WHAT THE EXERCISE ASKS - Only lines holding "Alcides" are needed; copy each of them from the data below.

Stored data:
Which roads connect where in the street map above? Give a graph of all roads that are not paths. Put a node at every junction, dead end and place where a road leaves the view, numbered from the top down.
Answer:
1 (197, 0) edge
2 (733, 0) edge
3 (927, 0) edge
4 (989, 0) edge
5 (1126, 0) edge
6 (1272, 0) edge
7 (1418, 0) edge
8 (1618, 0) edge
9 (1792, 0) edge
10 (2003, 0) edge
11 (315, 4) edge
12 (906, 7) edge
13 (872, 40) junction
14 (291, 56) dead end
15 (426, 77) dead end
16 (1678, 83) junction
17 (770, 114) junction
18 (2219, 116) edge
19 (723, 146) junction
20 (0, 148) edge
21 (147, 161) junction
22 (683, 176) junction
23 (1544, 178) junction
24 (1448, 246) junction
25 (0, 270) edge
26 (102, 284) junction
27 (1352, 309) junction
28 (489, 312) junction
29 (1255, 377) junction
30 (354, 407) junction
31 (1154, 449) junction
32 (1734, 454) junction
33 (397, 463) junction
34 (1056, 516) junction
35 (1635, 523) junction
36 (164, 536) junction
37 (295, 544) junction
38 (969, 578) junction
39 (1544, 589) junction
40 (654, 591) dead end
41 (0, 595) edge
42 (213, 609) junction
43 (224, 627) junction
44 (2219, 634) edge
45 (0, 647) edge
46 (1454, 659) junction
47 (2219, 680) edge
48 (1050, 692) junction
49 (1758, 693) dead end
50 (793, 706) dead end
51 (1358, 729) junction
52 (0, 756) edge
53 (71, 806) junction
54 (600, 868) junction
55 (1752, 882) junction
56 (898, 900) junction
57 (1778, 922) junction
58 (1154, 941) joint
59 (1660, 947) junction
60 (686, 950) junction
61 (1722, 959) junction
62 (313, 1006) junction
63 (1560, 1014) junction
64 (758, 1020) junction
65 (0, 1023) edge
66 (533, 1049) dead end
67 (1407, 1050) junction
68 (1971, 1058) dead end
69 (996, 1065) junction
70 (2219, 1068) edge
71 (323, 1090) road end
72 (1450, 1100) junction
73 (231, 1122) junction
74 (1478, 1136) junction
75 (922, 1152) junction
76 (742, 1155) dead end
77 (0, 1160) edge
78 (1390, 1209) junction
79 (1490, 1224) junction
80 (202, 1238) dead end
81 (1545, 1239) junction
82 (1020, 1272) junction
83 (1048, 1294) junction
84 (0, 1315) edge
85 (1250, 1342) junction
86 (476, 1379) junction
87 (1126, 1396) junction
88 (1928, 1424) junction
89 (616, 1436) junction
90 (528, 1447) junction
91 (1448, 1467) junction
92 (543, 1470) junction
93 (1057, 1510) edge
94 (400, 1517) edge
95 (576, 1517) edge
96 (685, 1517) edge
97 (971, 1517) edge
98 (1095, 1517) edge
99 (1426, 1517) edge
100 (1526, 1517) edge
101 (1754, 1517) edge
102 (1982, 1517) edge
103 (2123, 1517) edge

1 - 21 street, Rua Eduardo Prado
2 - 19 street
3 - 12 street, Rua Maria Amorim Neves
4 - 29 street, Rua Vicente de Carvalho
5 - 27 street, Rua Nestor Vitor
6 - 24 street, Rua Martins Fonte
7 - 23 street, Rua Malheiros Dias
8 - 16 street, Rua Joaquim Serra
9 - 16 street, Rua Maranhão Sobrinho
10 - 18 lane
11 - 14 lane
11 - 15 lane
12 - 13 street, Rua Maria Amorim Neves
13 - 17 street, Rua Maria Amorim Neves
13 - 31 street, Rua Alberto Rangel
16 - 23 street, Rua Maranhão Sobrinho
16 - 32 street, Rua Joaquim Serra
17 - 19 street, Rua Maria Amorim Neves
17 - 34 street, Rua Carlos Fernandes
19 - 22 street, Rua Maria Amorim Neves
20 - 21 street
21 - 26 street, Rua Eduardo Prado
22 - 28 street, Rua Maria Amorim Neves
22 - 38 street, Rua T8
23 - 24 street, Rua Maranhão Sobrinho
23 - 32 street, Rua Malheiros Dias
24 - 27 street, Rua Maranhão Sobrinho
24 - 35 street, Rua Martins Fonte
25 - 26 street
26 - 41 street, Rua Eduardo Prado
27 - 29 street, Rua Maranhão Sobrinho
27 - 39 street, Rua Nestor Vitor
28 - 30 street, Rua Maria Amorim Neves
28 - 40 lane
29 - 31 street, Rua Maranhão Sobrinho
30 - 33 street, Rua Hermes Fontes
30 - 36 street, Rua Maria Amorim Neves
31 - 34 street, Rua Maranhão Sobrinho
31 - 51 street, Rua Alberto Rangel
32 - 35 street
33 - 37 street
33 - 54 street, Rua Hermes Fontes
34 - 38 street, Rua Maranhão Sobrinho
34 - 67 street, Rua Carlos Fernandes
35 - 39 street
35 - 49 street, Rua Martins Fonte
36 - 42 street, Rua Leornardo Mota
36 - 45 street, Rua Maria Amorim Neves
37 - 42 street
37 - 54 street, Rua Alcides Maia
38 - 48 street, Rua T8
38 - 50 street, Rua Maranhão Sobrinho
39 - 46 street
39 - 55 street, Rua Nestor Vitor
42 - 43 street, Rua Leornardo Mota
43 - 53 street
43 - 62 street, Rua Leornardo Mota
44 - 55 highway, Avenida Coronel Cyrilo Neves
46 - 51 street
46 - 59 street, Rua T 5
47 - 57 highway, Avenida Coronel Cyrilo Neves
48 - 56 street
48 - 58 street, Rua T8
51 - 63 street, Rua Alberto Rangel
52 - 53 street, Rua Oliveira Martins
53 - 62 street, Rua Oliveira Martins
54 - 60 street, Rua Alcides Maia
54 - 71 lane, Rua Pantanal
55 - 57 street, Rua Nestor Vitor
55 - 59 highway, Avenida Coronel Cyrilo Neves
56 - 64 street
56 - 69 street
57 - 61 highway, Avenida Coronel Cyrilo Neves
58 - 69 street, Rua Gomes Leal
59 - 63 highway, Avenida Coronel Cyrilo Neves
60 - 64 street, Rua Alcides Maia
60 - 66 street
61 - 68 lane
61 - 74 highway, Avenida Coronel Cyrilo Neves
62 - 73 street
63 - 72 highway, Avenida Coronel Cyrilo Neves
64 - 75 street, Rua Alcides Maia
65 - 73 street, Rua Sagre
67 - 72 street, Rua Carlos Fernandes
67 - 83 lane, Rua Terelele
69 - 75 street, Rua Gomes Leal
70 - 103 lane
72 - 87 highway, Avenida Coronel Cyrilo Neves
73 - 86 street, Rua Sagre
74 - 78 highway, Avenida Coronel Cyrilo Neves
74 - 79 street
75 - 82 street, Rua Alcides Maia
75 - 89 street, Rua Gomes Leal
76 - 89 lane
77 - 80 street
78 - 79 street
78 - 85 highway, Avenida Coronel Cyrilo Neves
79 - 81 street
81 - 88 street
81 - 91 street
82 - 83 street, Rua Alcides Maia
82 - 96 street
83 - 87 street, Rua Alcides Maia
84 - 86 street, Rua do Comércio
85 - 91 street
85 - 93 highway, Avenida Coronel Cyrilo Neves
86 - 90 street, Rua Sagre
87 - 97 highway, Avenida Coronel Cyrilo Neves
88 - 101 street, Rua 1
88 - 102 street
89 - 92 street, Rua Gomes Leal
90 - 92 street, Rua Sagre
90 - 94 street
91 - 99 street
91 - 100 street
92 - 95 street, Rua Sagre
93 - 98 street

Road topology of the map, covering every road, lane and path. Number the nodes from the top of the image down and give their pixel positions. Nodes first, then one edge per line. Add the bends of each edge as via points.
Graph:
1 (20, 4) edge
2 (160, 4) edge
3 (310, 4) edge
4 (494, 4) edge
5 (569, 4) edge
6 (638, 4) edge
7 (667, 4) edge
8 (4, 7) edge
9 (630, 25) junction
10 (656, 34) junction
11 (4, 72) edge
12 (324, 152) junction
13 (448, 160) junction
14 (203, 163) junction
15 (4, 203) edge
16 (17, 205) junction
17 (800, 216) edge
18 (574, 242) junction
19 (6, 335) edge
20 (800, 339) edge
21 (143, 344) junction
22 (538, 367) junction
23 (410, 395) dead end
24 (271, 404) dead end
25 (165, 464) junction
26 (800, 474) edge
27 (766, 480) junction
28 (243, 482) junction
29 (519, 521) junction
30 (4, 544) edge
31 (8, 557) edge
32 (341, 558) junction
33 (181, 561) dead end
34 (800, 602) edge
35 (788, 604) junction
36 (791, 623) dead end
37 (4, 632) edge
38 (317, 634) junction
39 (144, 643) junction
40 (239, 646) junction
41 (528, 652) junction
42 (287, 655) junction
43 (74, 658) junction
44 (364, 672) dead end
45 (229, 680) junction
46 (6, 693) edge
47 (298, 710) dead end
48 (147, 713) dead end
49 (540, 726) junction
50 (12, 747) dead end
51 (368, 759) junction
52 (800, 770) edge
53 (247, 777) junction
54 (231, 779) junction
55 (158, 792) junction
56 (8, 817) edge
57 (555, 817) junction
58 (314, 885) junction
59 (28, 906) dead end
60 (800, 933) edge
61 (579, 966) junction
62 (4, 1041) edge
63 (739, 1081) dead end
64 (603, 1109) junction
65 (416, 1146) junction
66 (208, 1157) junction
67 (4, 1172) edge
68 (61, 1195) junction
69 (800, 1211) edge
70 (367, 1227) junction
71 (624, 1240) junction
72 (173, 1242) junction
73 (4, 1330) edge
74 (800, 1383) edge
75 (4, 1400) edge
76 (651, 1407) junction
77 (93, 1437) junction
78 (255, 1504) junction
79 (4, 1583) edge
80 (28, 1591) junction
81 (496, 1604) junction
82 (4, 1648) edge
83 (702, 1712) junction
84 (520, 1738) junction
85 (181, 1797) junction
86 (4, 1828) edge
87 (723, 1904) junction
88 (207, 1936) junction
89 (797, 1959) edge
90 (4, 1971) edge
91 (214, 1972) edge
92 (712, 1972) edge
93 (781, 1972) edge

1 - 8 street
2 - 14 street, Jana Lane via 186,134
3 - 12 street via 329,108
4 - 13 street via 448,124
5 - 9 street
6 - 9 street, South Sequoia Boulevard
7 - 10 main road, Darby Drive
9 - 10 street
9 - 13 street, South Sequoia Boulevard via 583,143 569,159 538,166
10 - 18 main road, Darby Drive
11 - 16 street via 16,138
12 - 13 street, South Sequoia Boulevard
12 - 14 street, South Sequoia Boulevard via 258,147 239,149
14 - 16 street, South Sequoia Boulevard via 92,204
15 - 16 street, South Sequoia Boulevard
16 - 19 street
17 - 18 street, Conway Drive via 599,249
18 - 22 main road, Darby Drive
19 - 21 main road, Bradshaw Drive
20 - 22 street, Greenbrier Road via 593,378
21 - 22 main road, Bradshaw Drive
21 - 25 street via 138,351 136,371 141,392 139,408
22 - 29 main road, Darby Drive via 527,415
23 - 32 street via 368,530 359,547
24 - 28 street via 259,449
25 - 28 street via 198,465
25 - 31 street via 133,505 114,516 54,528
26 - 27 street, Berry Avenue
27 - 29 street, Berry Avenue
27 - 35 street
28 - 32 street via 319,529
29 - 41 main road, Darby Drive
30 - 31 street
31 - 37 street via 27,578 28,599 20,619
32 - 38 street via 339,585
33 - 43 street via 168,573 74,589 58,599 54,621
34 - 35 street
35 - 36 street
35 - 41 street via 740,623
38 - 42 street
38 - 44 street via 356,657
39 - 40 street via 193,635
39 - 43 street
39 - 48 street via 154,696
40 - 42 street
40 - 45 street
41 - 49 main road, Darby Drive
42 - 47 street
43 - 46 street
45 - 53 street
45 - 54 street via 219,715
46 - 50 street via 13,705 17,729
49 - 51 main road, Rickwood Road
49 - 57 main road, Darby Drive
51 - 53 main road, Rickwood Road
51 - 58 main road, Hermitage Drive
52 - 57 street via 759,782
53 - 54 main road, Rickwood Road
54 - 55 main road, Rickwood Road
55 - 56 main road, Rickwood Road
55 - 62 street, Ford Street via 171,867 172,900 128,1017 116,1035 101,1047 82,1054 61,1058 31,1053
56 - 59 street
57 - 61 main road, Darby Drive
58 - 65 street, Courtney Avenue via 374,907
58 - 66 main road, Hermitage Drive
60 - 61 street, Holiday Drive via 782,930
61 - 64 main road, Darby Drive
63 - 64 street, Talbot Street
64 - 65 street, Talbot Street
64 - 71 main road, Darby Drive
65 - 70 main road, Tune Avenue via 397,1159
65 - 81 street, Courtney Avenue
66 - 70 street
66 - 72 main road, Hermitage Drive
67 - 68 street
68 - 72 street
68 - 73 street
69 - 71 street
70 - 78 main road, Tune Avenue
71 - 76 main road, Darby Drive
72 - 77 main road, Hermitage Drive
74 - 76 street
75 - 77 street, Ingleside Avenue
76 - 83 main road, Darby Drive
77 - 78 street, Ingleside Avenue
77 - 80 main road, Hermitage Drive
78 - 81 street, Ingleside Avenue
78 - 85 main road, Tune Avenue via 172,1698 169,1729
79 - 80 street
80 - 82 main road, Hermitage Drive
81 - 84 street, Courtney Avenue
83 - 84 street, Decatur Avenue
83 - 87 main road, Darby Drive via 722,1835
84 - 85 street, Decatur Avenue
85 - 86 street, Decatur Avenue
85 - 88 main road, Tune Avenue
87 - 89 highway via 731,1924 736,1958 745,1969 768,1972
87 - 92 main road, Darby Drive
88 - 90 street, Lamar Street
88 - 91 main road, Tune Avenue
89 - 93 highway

EXERCISE RESPONSE -
37 - 54 street, Rua Alcides Maia
54 - 60 street, Rua Alcides Maia
60 - 64 street, Rua Alcides Maia
64 - 75 street, Rua Alcides Maia
75 - 82 street, Rua Alcides Maia
82 - 83 street, Rua Alcides Maia
83 - 87 street, Rua Alcides Maia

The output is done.